Technology stocks have posted massive gains over the last decade as investors bet big on the ability of their products and services to transform industries and generate huge profits in the future. But higher interest rates place a premium on investments with more immediate growth or payouts like regular dividends instead of expected profits far off into the future.
Market Performance So Far in 2024
U.S. equity markets struggled to start 2024 following a dismal end to 2022 and mounting evidence of an economic slowdown.
The S&P 500 finished 2022 down 19.4%, its biggest annual decline since 2008. Rising interest rates that slowed the economy and high inflation were the main reasons for Wall Street’s 2022 struggle.
Now the economy is showing more signs of slowing and inflation remains hotter than the Federal Reserve wants despite 2022’s aggressive rate hikes. The latest round of corporate earnings results is also indicating that profits are taking a hit.
|2024 YTD Performance
|Dow Jones Industrial Average
Outlook for Stocks
Many analysts expect stocks to continue facing volatility in early 2023 but see gains resuming later in the year as inflation cools and economic growth finds firmer footing.
“Our positive 2023 outlook for equities and fixed income is underpinned by our view that the U.S. economy can navigate through a mild recession and that inflation pressures will continue to ease,” noted Mark Haefele, chief investment officer at UBS Global Wealth Management.
The expected cooling of inflation toward the Fed’s 2% target would ease pressure on consumers and free up more money for spending on services, retail and other areas of the economy.

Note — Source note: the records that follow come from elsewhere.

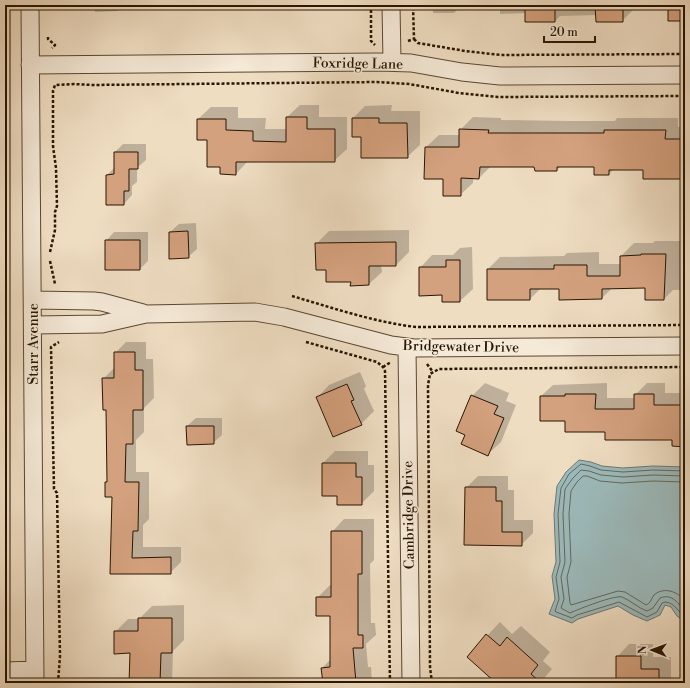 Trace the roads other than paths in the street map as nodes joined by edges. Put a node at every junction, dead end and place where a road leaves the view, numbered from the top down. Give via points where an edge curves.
1 (30, 5) edge
2 (391, 5) edge
3 (392, 62) junction
4 (30, 65) junction
5 (685, 75) edge
6 (33, 300) junction
7 (146, 314) junction
8 (33, 325) junction
9 (685, 346) edge
10 (407, 347) junction
11 (5, 671) edge
12 (35, 677) edge
13 (411, 683) edge

1 - 4 street, Starr Avenue
2 - 3 street
3 - 4 street, Foxridge Lane
3 - 5 street, Foxridge Lane via 500,76
4 - 6 street, Starr Avenue
6 - 7 street, Bridgewater Drive via 102,302
6 - 8 street, Starr Avenue
7 - 8 street, Bridgewater Drive via 102,324
7 - 10 street, Bridgewater Drive via 265,313
8 - 12 street, Starr Avenue
9 - 10 street, Bridgewater Drive
10 - 13 street, Cambridge Drive
11 - 12 street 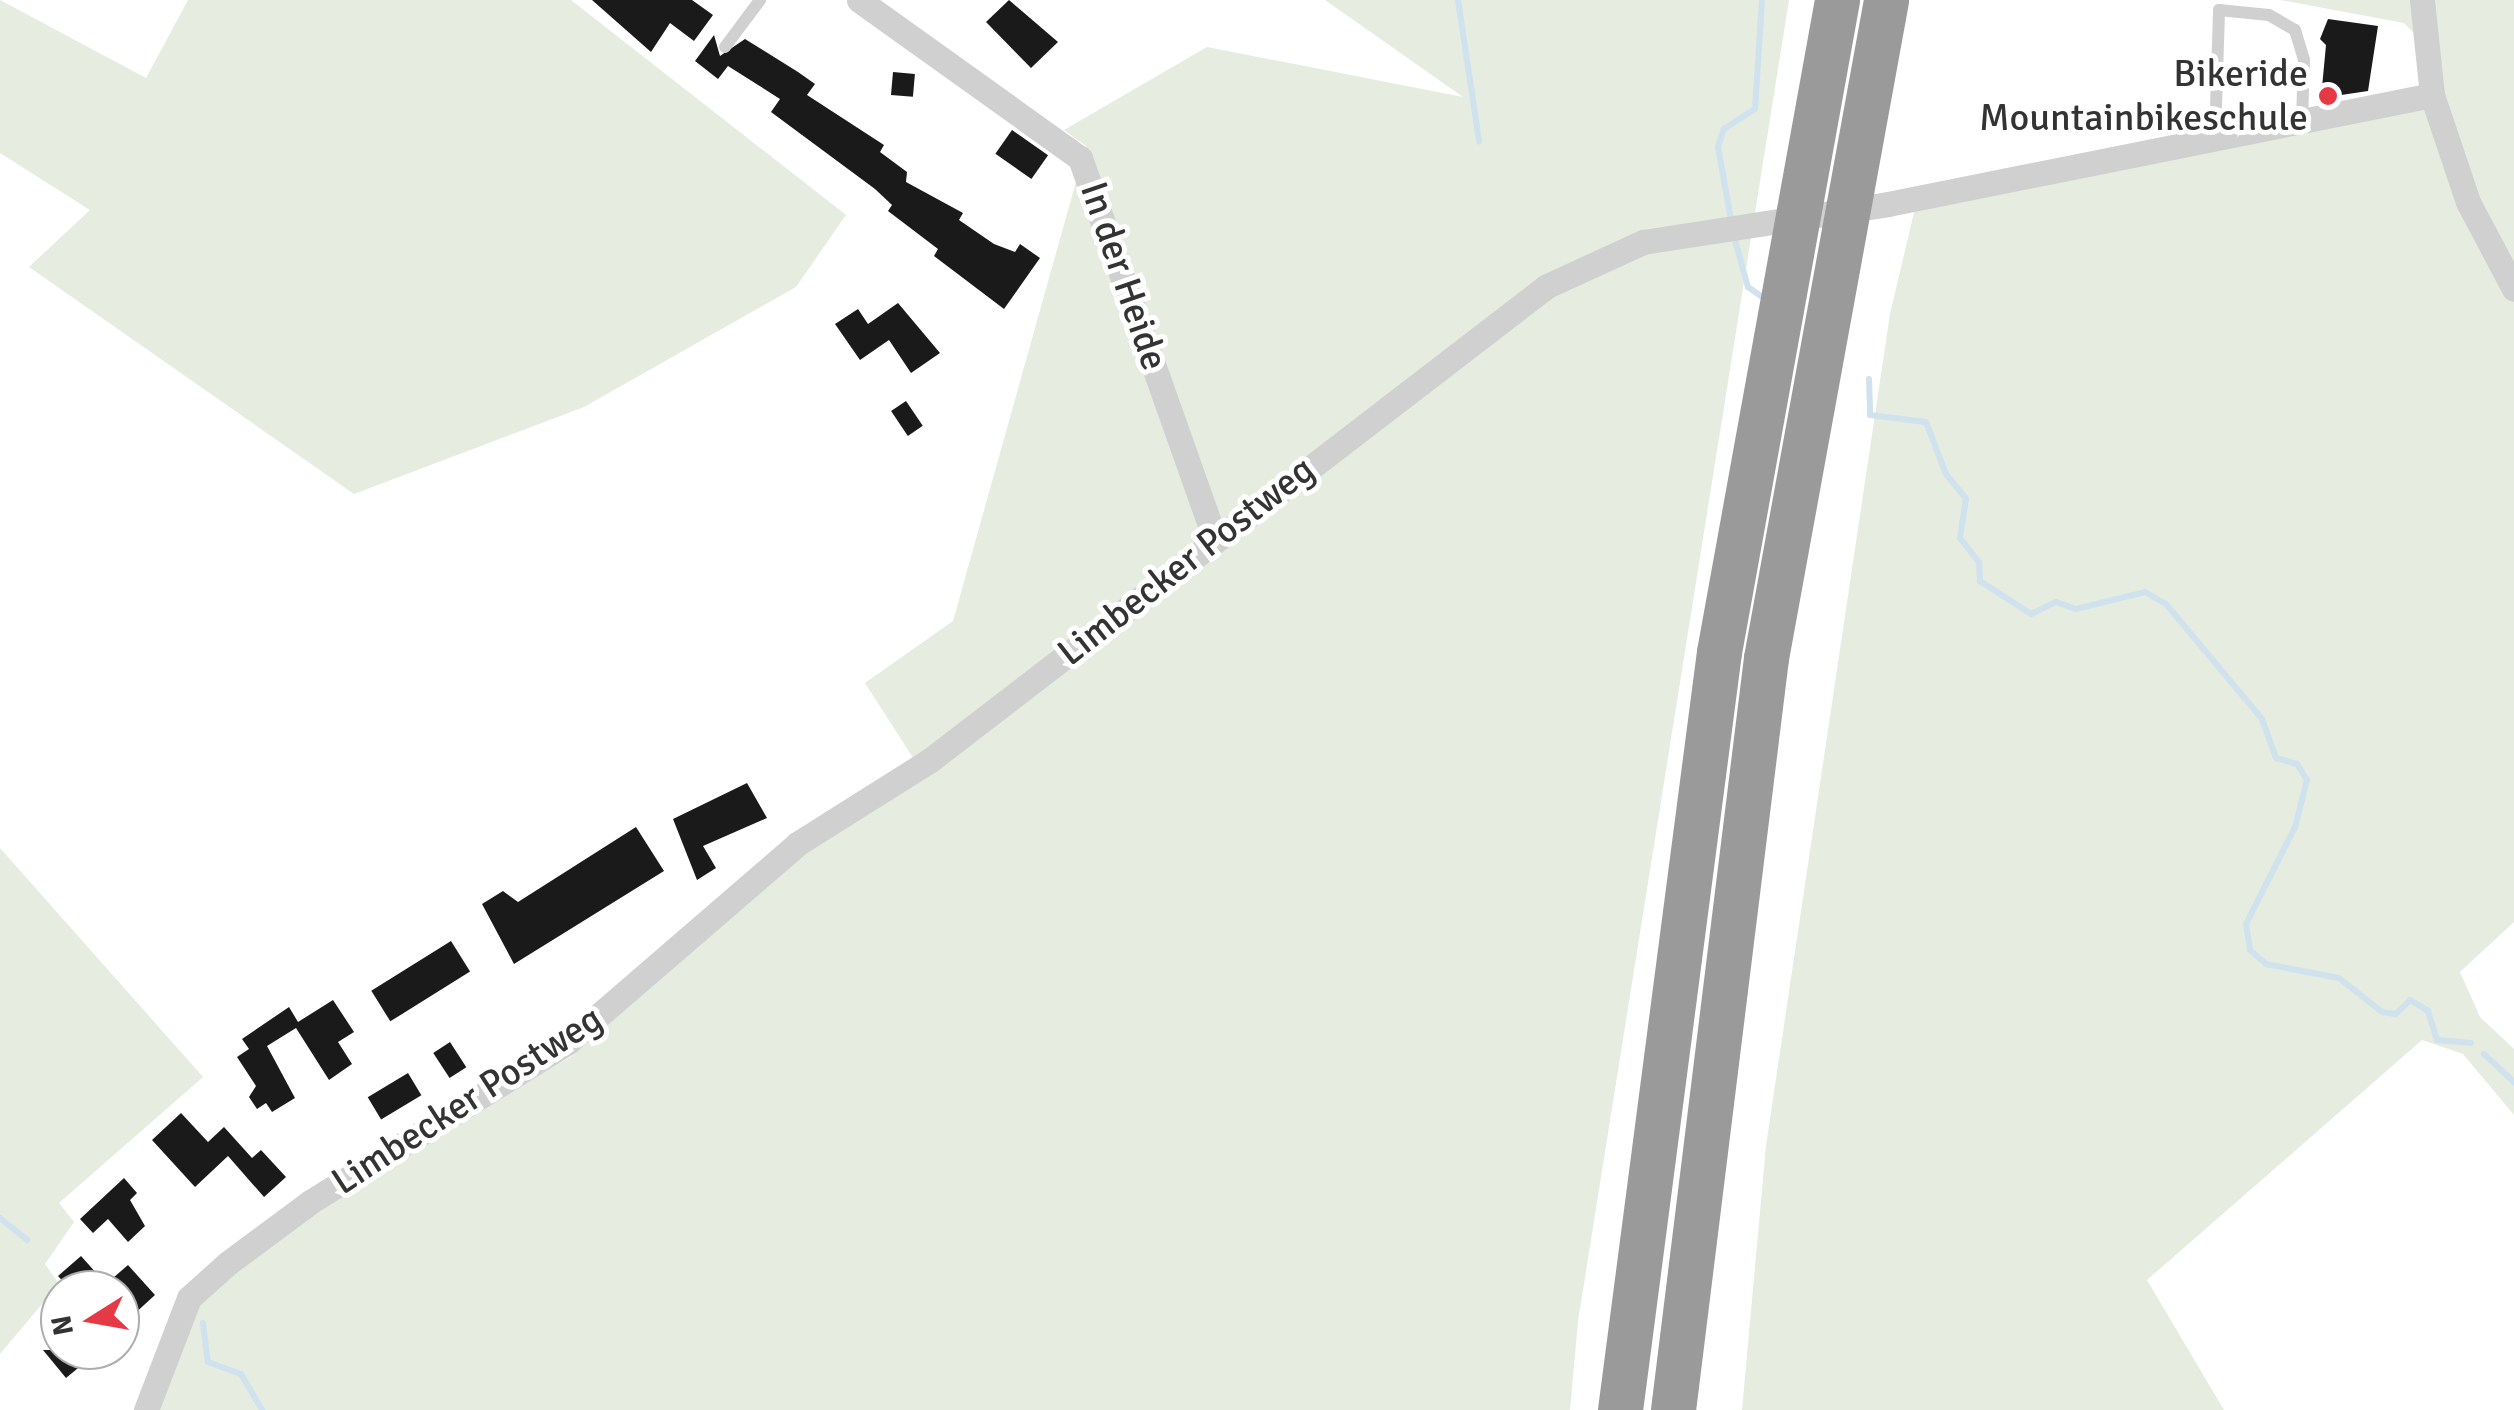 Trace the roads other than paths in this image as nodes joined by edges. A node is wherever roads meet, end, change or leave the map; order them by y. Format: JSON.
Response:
{"nodes":[{"id":1,"x":760,"y":0,"type":"edge"},
{"id":2,"x":859,"y":0,"type":"edge"},
{"id":3,"x":1837,"y":0,"type":"edge"},
{"id":4,"x":1886,"y":0,"type":"edge"},
{"id":5,"x":2422,"y":0,"type":"edge"},
{"id":6,"x":725,"y":47,"type":"dead end"},
{"id":7,"x":2432,"y":95,"type":"junction"},
{"id":8,"x":2302,"y":122,"type":"junction"},
{"id":9,"x":2215,"y":140,"type":"junction"},
{"id":10,"x":2514,"y":289,"type":"edge"},
{"id":11,"x":1215,"y":540,"type":"junction"},
{"id":12,"x":146,"y":1410,"type":"edge"},
{"id":13,"x":1620,"y":1410,"type":"edge"},
{"id":14,"x":1673,"y":1410,"type":"edge"}],
"edges":[{"from":1,"to":6,"type":"lane"},
{"from":2,"to":11,"type":"street","name":"In der Heide"},
{"from":3,"to":13,"type":"highway","bridge":true},
{"from":4,"to":14,"type":"highway","bridge":true},
{"from":5,"to":7,"type":"street"},
{"from":7,"to":8,"type":"street","name":"Limbecker Postweg"},
{"from":7,"to":10,"type":"street"},
{"from":8,"to":9,"type":"street","name":"Limbecker Postweg"},
{"from":8,"to":9,"type":"lane"},
{"from":9,"to":11,"type":"street","name":"Limbecker Postweg"},
{"from":11,"to":12,"type":"street","name":"Limbecker Postweg"}]} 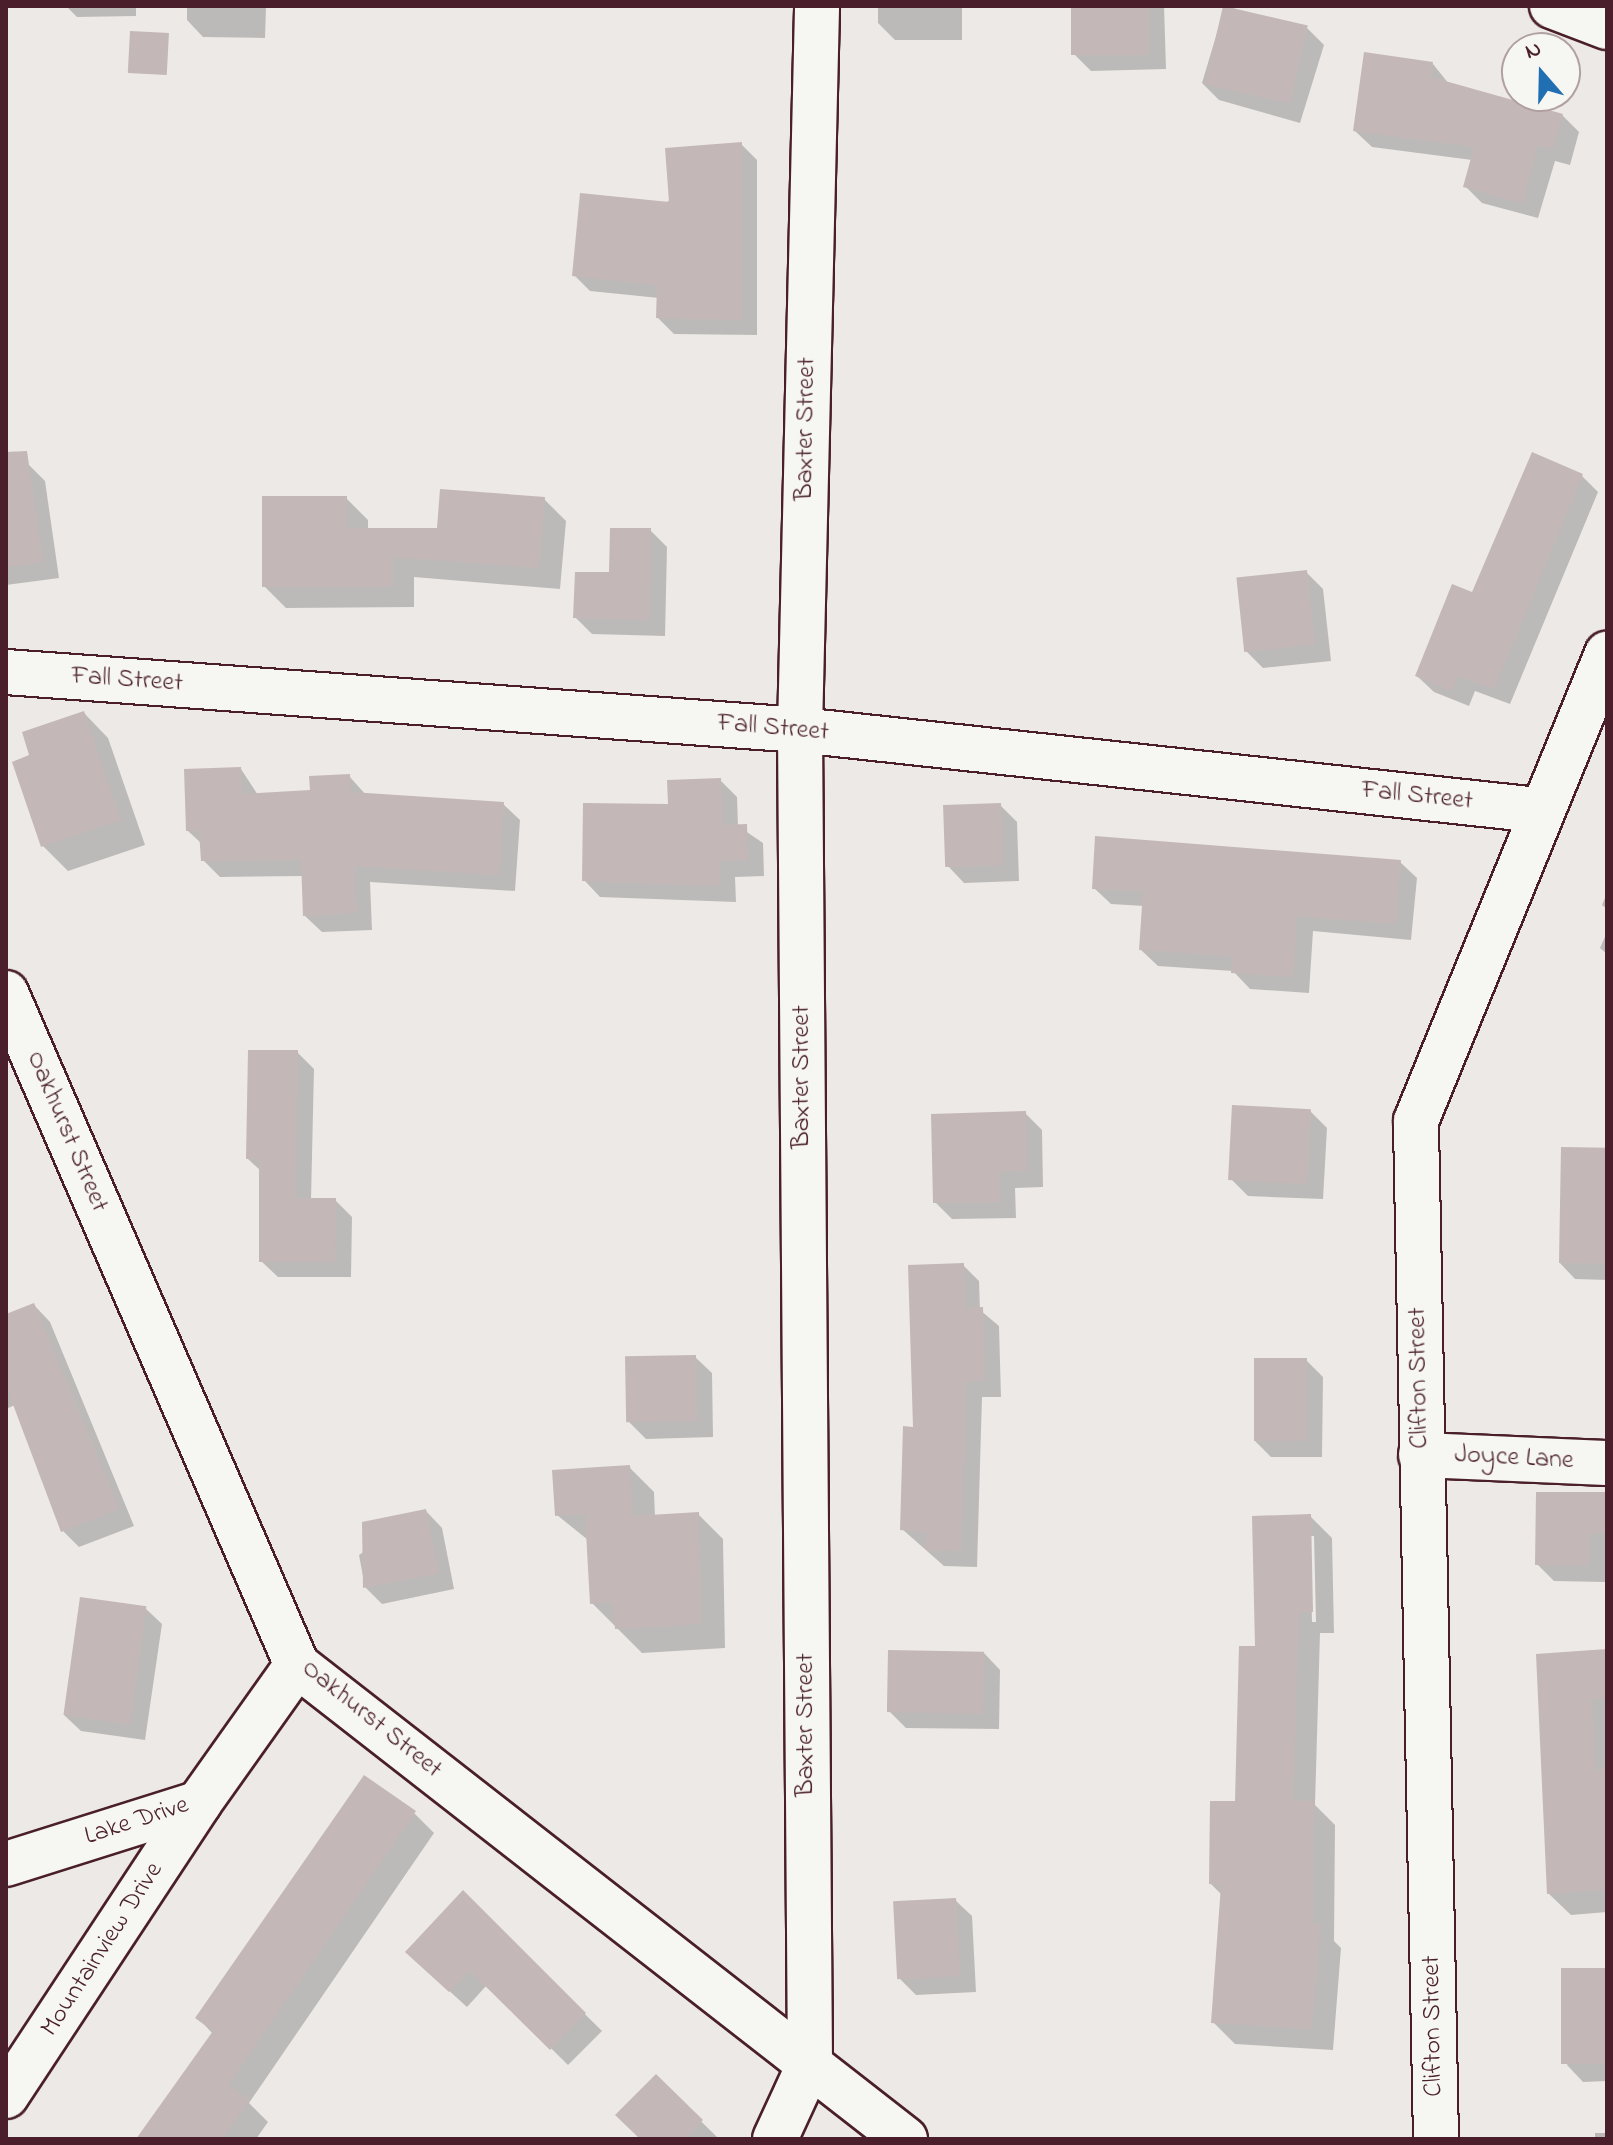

Lower inflation also would make the Fed less likely to continue raising interest rates at a pace that slows economic growth and squeezes corporate profits. It could even open the door for rate cuts, which tend to boost investment prices, in the latter part of the year.
“Recession fears have been the key topic for markets,” said David Kelly, chief global strategist at JPMorgan Funds. “However, while recent economic reports clearly show a sharply slowing economy, there is no confirmation yet of an actual downturn.”